== EXERCISE DATA

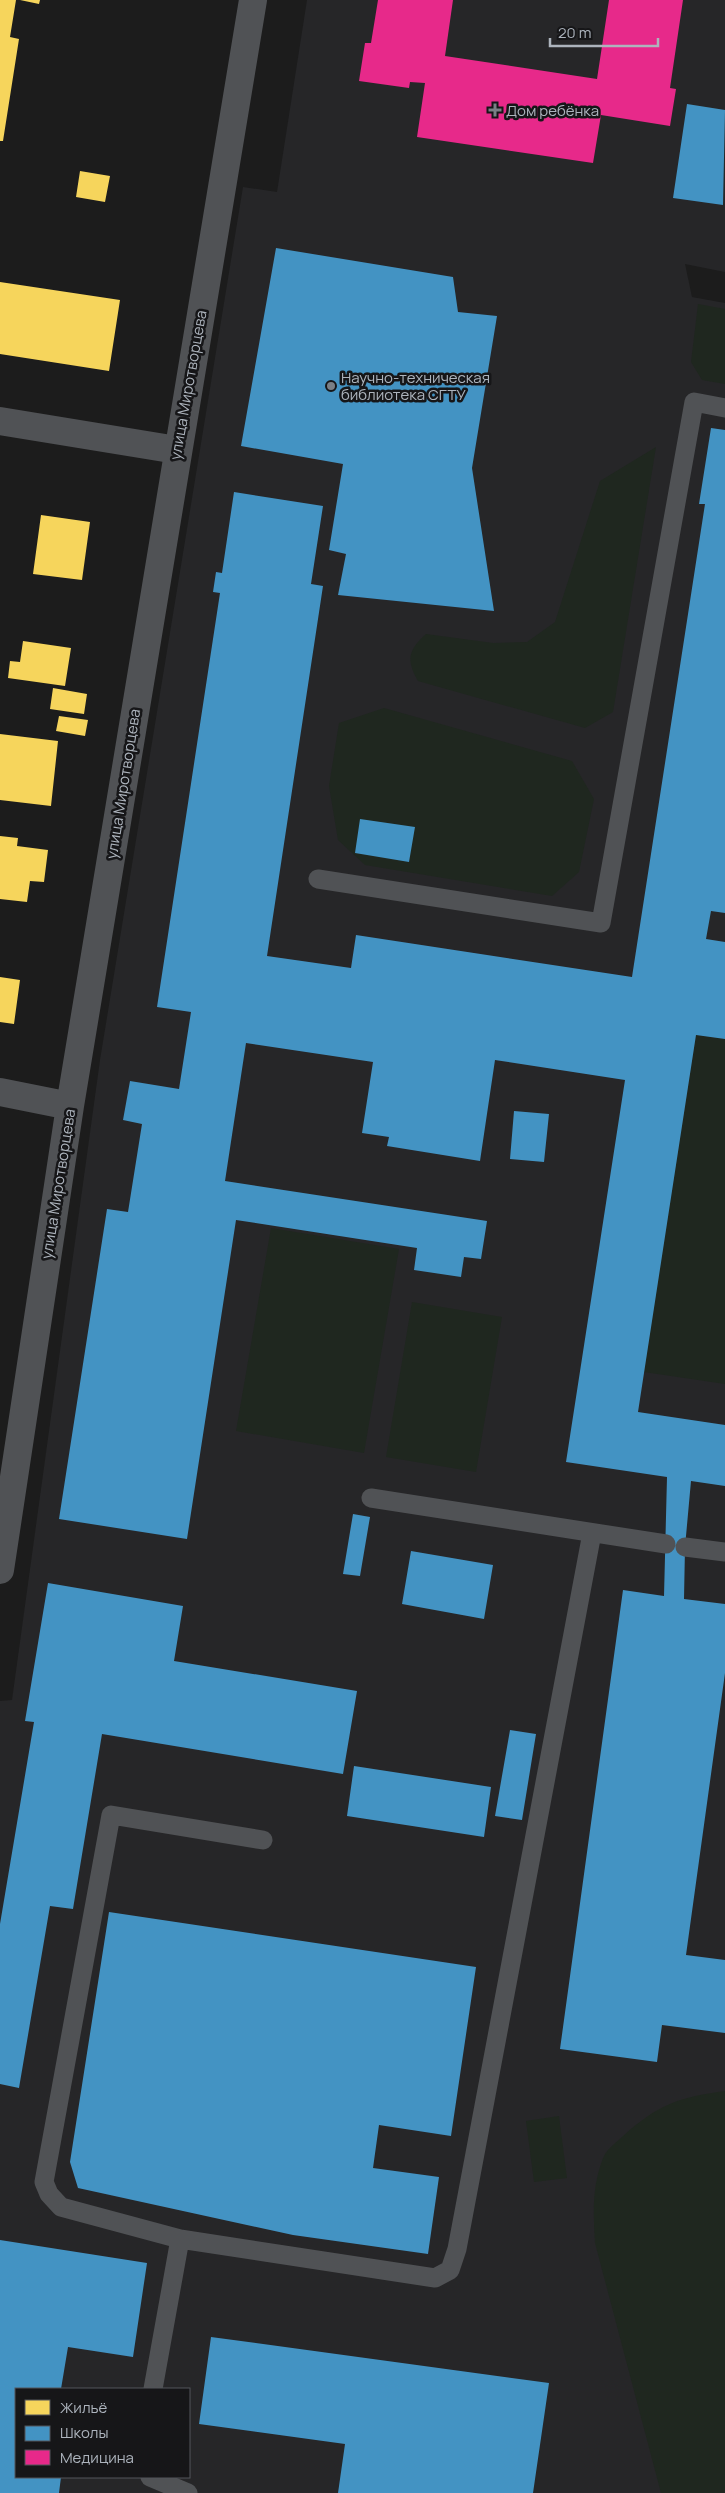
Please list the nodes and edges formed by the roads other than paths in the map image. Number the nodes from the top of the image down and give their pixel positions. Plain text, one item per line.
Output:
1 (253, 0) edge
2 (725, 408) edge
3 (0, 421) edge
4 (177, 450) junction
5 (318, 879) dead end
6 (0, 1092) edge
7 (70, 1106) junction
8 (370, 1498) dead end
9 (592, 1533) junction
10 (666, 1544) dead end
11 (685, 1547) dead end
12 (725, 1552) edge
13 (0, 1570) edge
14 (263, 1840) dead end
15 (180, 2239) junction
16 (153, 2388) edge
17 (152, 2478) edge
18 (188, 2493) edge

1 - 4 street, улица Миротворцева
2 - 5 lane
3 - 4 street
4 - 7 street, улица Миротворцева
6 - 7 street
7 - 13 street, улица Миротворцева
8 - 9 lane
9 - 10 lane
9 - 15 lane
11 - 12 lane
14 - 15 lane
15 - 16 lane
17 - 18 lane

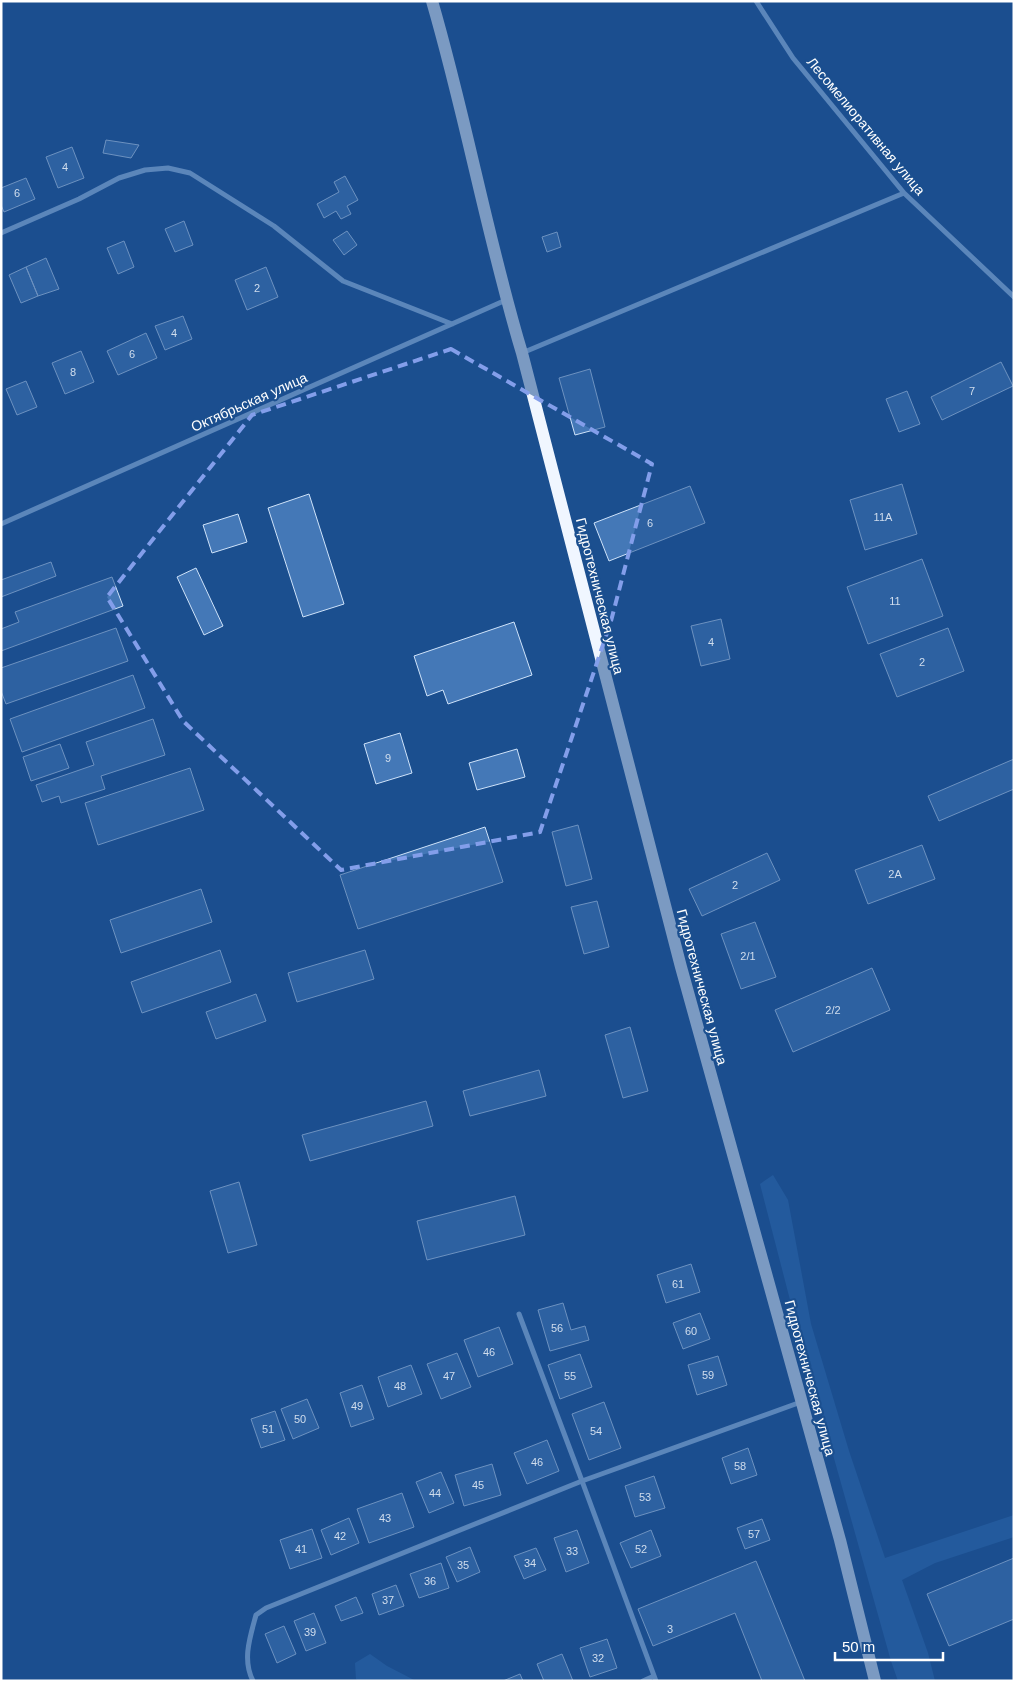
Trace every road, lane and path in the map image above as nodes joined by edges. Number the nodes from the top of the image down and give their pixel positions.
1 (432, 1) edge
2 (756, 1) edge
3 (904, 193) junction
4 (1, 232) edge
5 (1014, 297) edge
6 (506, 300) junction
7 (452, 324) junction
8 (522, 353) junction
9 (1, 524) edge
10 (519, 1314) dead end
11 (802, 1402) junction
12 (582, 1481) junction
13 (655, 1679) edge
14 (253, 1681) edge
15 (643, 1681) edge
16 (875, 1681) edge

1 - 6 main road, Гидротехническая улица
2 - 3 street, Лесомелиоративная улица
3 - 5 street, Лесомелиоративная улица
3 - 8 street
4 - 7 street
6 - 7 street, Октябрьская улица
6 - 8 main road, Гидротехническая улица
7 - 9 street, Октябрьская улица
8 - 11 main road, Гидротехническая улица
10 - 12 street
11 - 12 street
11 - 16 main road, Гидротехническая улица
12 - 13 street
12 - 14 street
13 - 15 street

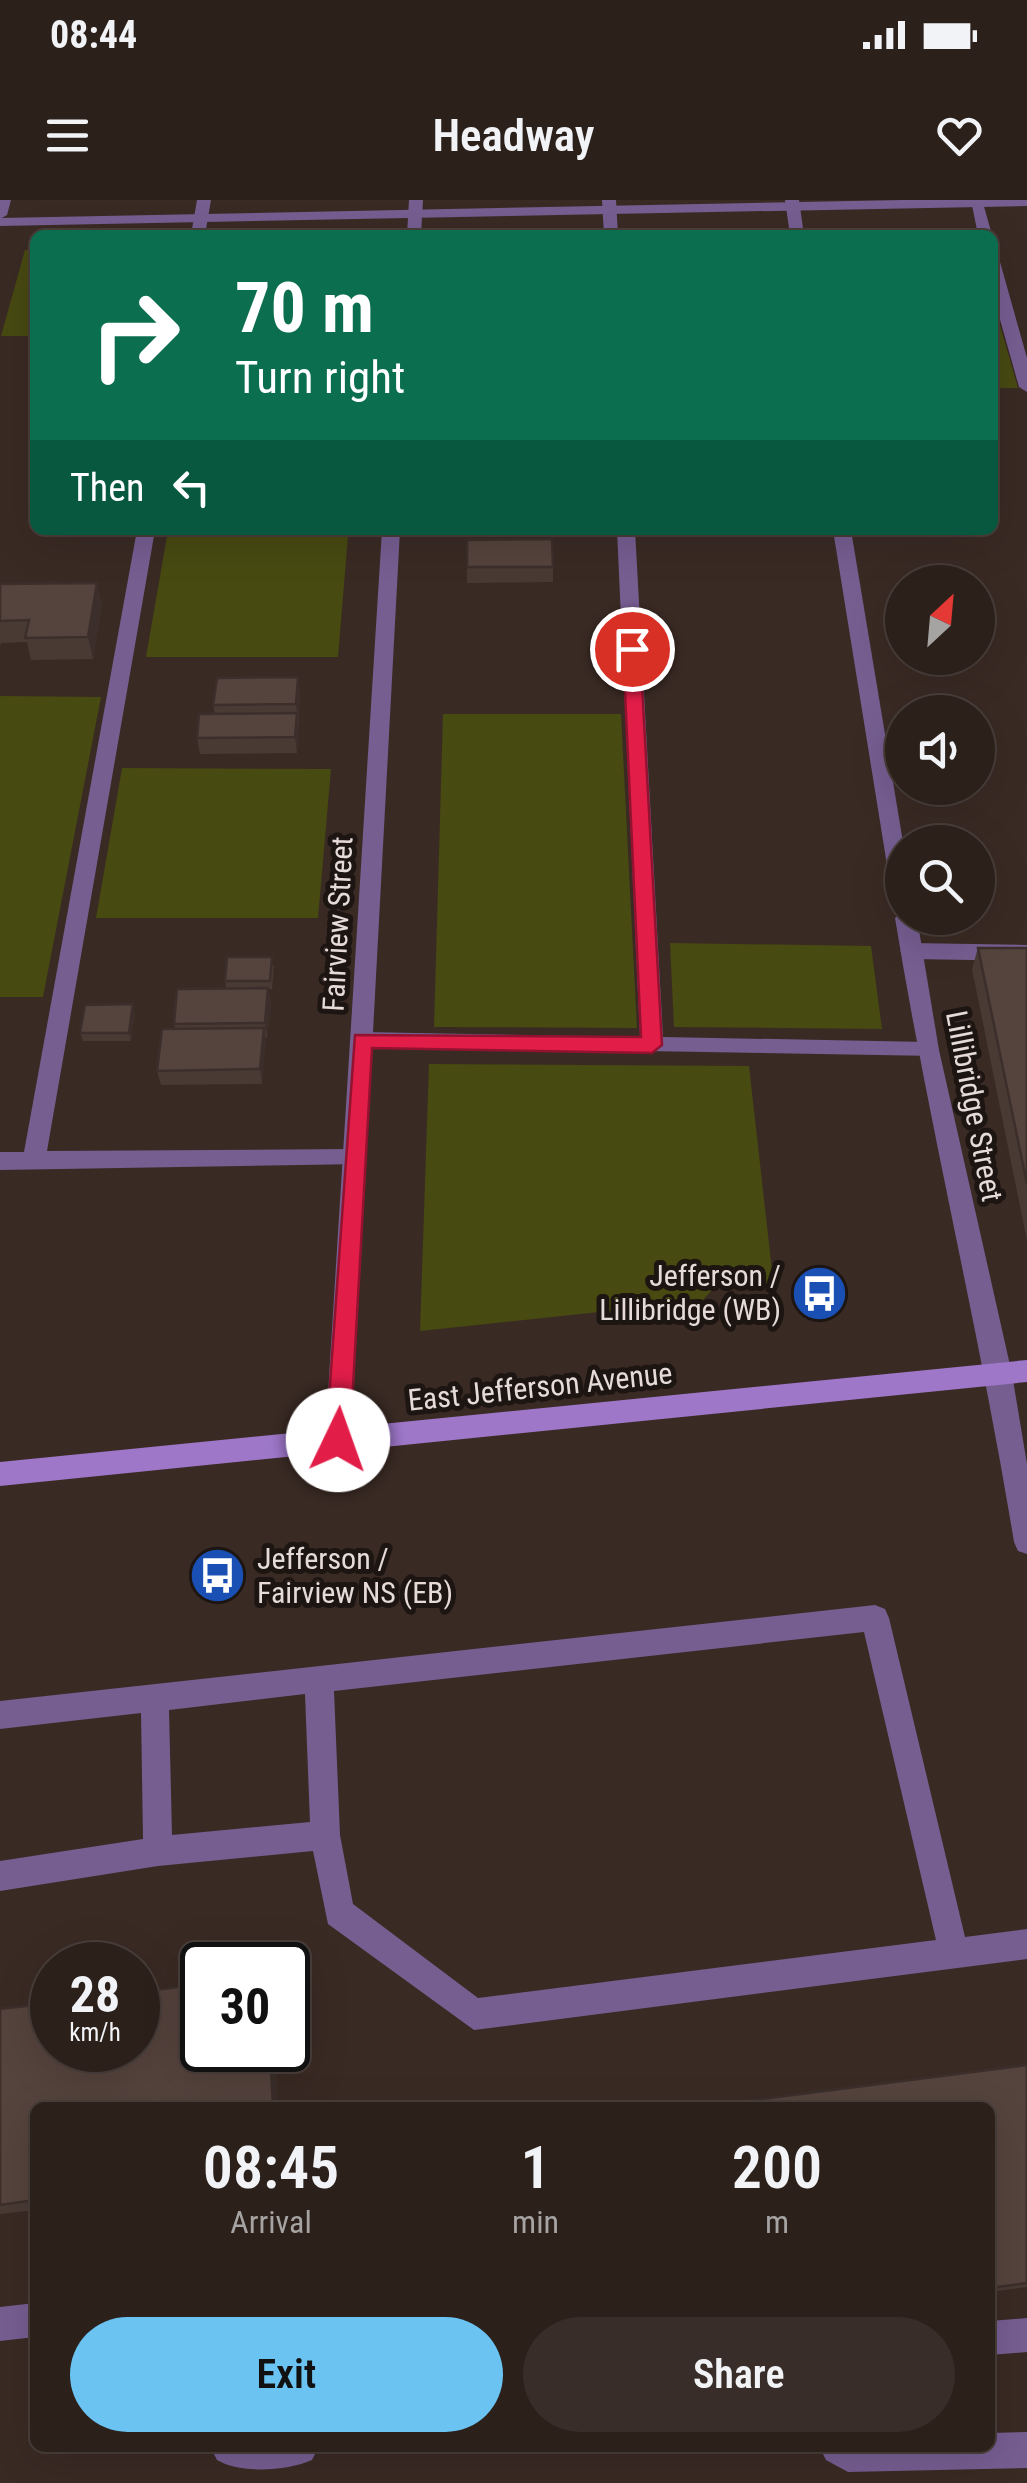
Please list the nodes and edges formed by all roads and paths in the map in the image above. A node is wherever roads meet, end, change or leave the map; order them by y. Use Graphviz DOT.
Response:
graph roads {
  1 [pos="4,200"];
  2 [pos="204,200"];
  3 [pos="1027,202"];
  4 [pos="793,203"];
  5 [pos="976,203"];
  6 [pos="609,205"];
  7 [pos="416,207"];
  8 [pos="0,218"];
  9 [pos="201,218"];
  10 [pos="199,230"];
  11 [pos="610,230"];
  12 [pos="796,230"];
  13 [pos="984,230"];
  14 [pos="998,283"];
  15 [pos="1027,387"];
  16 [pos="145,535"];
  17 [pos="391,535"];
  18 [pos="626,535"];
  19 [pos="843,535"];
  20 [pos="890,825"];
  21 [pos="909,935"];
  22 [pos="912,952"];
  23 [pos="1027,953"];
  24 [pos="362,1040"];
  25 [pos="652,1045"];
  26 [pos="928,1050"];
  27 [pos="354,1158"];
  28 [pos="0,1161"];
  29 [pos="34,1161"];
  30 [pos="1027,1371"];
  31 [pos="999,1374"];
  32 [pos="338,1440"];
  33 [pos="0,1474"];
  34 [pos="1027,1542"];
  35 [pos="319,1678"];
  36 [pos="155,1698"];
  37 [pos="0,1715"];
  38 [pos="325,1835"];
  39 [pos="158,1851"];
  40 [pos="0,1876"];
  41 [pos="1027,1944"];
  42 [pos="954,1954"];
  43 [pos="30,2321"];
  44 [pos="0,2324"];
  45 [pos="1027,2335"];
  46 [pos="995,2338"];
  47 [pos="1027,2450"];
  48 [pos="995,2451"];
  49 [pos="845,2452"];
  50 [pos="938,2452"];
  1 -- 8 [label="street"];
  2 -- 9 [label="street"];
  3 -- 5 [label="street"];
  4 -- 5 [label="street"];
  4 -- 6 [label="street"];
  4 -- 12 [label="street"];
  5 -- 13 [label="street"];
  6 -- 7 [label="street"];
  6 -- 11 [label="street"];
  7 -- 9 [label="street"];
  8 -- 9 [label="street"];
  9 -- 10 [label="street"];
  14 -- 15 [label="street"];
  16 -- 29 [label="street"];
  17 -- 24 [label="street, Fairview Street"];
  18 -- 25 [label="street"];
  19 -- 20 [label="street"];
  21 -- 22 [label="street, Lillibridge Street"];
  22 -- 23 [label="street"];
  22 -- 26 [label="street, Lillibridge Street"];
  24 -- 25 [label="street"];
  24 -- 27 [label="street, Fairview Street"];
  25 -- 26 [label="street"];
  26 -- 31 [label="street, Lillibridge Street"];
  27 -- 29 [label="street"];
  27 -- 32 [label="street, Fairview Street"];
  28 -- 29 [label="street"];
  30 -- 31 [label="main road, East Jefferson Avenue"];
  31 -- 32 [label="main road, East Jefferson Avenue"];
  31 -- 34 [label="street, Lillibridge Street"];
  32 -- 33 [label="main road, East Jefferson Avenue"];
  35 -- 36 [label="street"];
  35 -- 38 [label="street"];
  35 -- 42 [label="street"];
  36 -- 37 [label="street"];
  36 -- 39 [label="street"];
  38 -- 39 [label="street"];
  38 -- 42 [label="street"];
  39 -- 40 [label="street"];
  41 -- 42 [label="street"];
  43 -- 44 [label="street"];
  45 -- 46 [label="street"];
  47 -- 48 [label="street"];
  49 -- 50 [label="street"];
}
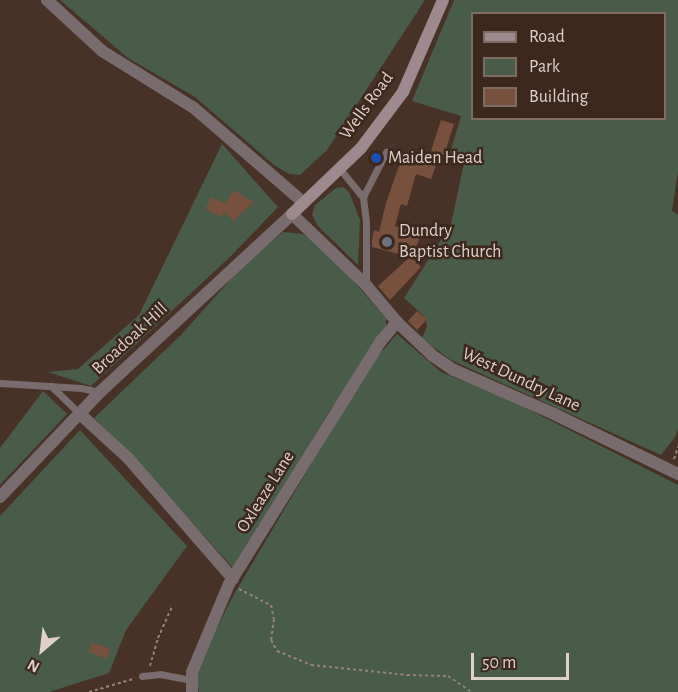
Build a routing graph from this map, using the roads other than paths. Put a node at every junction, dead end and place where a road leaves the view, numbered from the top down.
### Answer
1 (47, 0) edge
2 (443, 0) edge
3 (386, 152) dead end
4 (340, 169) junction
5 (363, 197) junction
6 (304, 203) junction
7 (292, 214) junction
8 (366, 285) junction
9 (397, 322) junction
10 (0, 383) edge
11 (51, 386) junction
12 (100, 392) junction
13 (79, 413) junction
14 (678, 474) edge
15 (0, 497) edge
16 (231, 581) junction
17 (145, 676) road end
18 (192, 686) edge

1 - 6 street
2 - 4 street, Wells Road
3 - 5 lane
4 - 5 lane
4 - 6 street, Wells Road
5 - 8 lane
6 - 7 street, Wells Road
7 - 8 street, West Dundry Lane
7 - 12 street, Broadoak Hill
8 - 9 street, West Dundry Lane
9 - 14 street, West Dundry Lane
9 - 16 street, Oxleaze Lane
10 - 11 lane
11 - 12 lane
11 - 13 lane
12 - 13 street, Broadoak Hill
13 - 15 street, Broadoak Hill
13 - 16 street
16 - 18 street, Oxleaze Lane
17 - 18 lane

====

◆ TASK GOAL ◆
Out of the records, collect only those lines that contain the string "Avenue".

◆ TASK RESPONSE ◆
  30 -- 31 [label="main road, East Jefferson Avenue"];
  31 -- 32 [label="main road, East Jefferson Avenue"];
  32 -- 33 [label="main road, East Jefferson Avenue"];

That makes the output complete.